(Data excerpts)
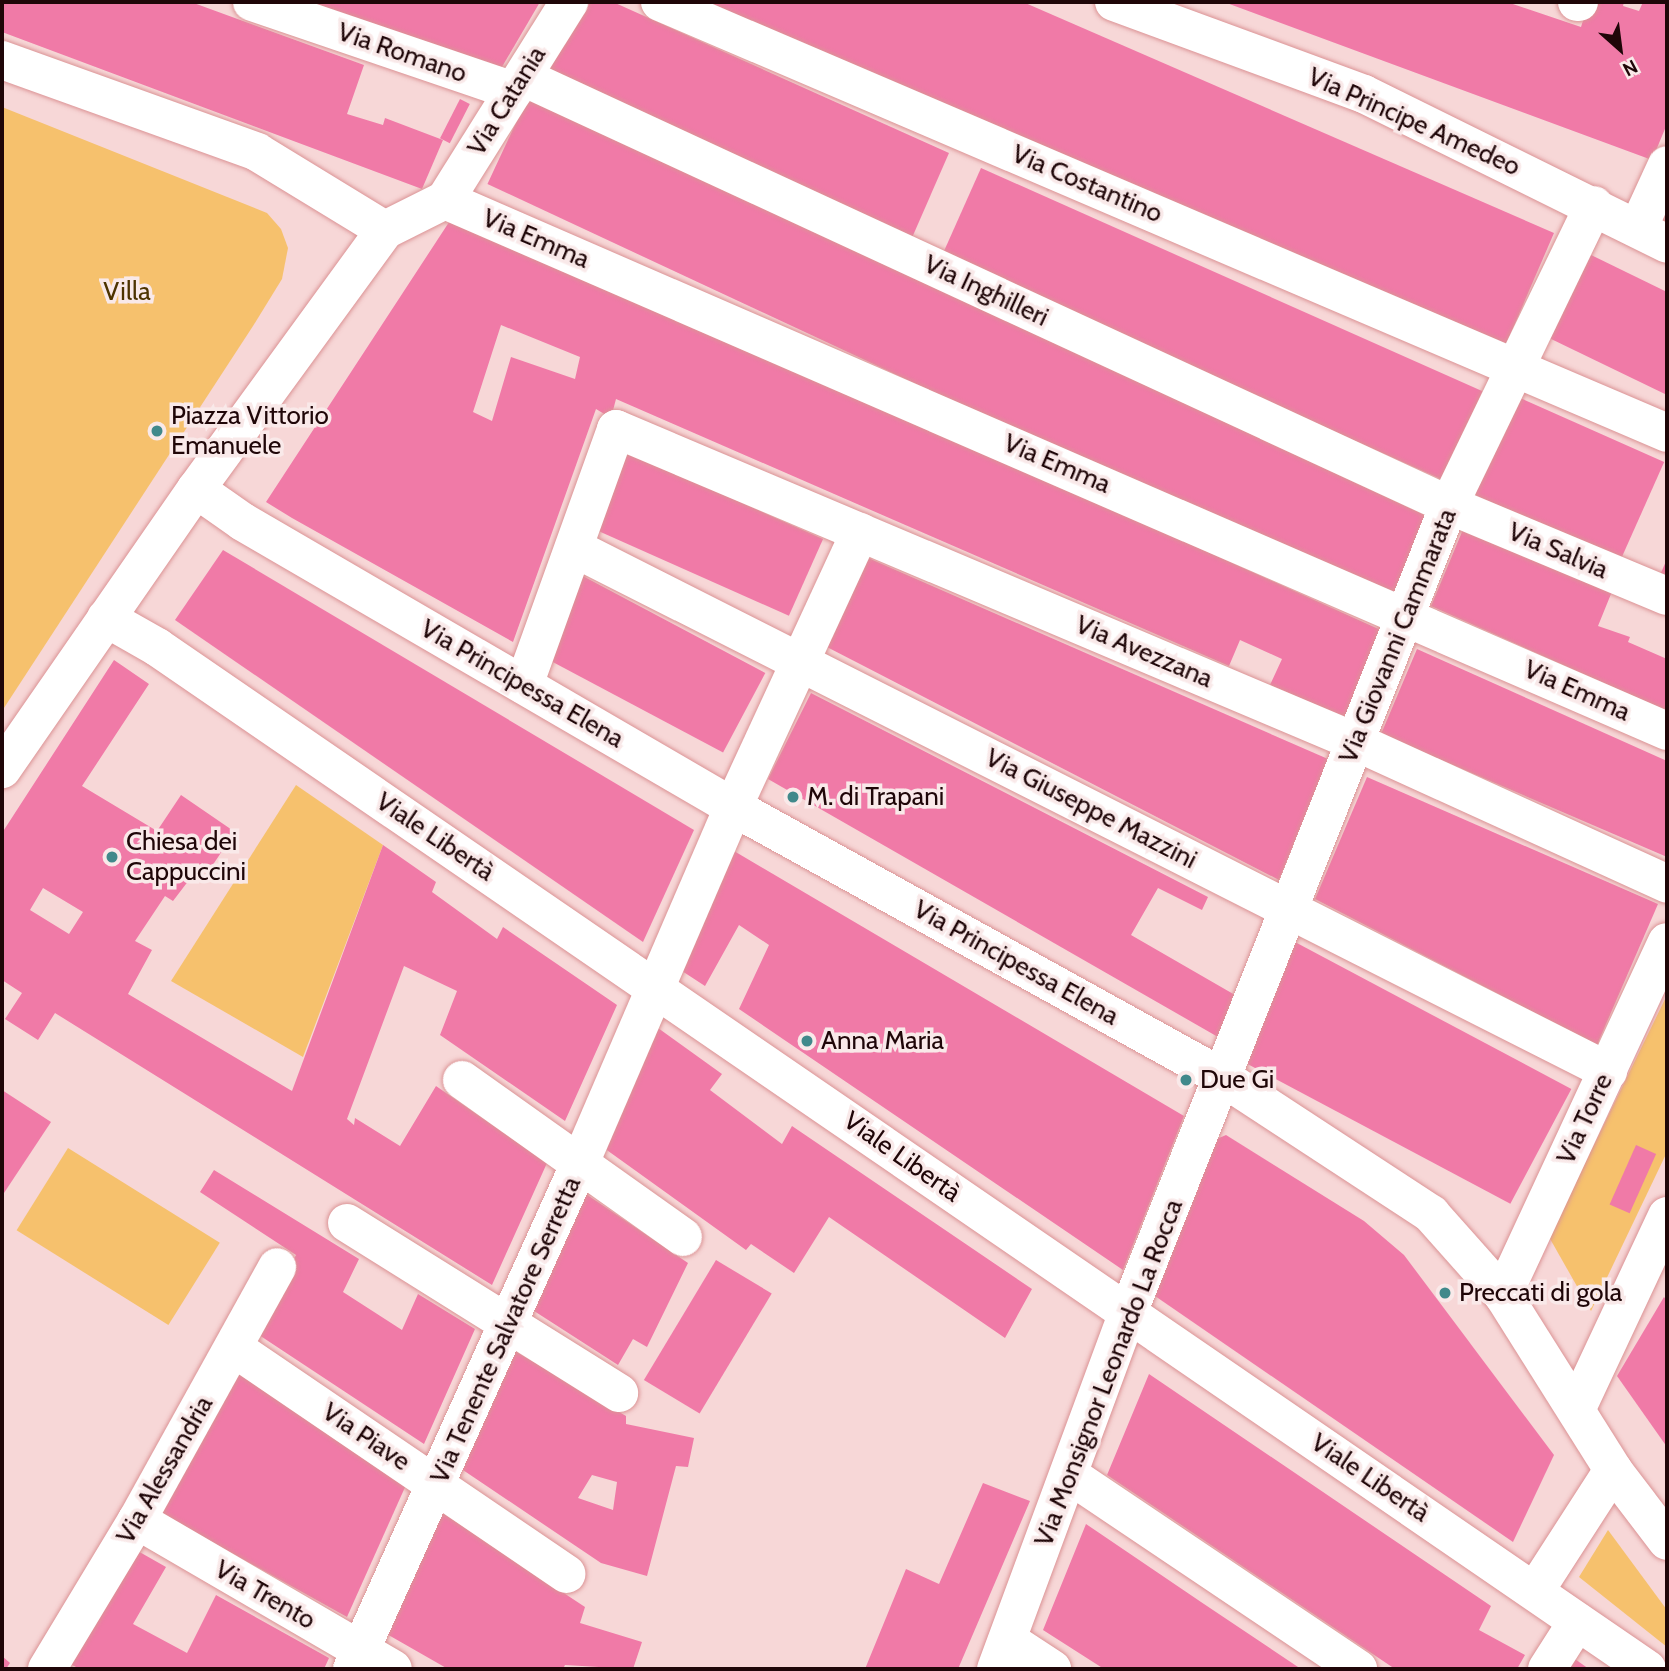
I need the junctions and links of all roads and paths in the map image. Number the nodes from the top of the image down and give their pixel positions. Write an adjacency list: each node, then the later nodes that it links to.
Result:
1 (252, 2): 6 (street, Via Romano)
2 (569, 2): 6 (street, Via Catania)
3 (660, 2): 12 (street, Via Costantino)
4 (1114, 2): 9 (street, Via Principe Amedeo)
5 (2, 60): 10 (street)
6 (518, 84): 8 (street, Via Catania); 15 (street, Via Inghilleri)
7 (1667, 165): 11 (street)
8 (445, 200): 10 (street); 19 (street, Via Emma)
9 (1594, 205): 11 (street, Via Principe Amedeo); 12 (street, Via Giovanni Cammarata)
10 (385, 230): 14 (street)
11 (1653, 236)
12 (1514, 365): 13 (street, Via Costantino); 15 (street, Via Giovanni Cammarata)
13 (1667, 433)
14 (196, 489): 20 (street); 22 (street, Via Principessa Elena)
15 (1449, 505): 18 (street, Via Salvia); 19 (street, Via Giovanni Cammarata)
16 (860, 532): 17 (street, Via Avezzana); 21 (street, Via Tenente Salvatore Serretta); 24 (street, Via Avezzana)
17 (574, 548): 21 (street, Via Giuseppe Mazzini); 22 (street)
18 (1667, 596)
19 (1406, 614): 23 (street, Via Emma); 24 (street, Via Giovanni Cammarata)
20 (106, 618): 25 (street); 30 (street, Viale Libertà)
21 (800, 662): 26 (street, Via Tenente Salvatore Serretta); 28 (street, Via Giuseppe Mazzini)
22 (524, 685): 26 (street, Via Principessa Elena)
23 (1667, 732)
24 (1356, 741): 27 (street, Via Avezzana); 28 (street, Via Giovanni Cammarata)
25 (2, 769)
26 (733, 807): 30 (street, Via Tenente Salvatore Serretta); 32 (street, Via Principessa Elena)
27 (1667, 884)
28 (1289, 910): 31 (street, Via Giuseppe Mazzini); 32 (street, Via Giovanni Cammarata)
29 (1667, 943): 31 (street, Via Torre)
30 (657, 989): 34 (street, Via Tenente Salvatore Serretta); 41 (street, Viale Libertà)
31 (1608, 1071): 40 (street, Via Torre)
32 (1222, 1077): 40 (street, Via Principessa Elena); 41 (street, Via Monsignor Leonardo La Rocca)
33 (462, 1080): 34 (street)
34 (580, 1163): 37 (street); 42 (street, Via Tenente Salvatore Serretta)
35 (1667, 1216): 38 (street)
36 (346, 1223): 42 (street)
37 (683, 1237)
38 (1659, 1260): 45 (street)
39 (277, 1267): 43 (street, Via Alessandria)
40 (1503, 1295): 45 (street, Via Principessa Elena)
41 (1128, 1313): 47 (street, Via Monsignor Leonardo La Rocca); 52 (street, Viale Libertà)
42 (509, 1325): 44 (street); 48 (street, Via Tenente Salvatore Serretta)
43 (234, 1348): 48 (street, Via Piave); 49 (street, Via Alessandria)
44 (619, 1393)
45 (1577, 1408): 46 (street, Via Principessa Elena)
46 (1613, 1469): 50 (street, Via Principessa Elena); 52 (street)
47 (1071, 1476): 54 (street, Via Monsignor Leonardo La Rocca); 59 (street)
48 (436, 1485): 51 (street, Via Piave); 55 (street, Via Tenente Salvatore Serretta)
49 (137, 1520): 55 (street, Via Trento); 56 (street, Via Alessandria)
50 (1667, 1541)
51 (566, 1574)
52 (1535, 1591): 53 (street, Viale Libertà)
53 (1577, 1622): 60 (street); 61 (street, Viale Libertà)
54 (1002, 1655): 58 (street)
55 (356, 1660): 57 (street, Via Trento)
56 (47, 1669)
57 (393, 1669)
58 (1052, 1669)
59 (1358, 1669)
60 (1547, 1669)
61 (1647, 1669)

▶ _Your objective_
Report, with no additional words, how many lines in the records above contain the word "Monsignor".

▶ _Written reply_
3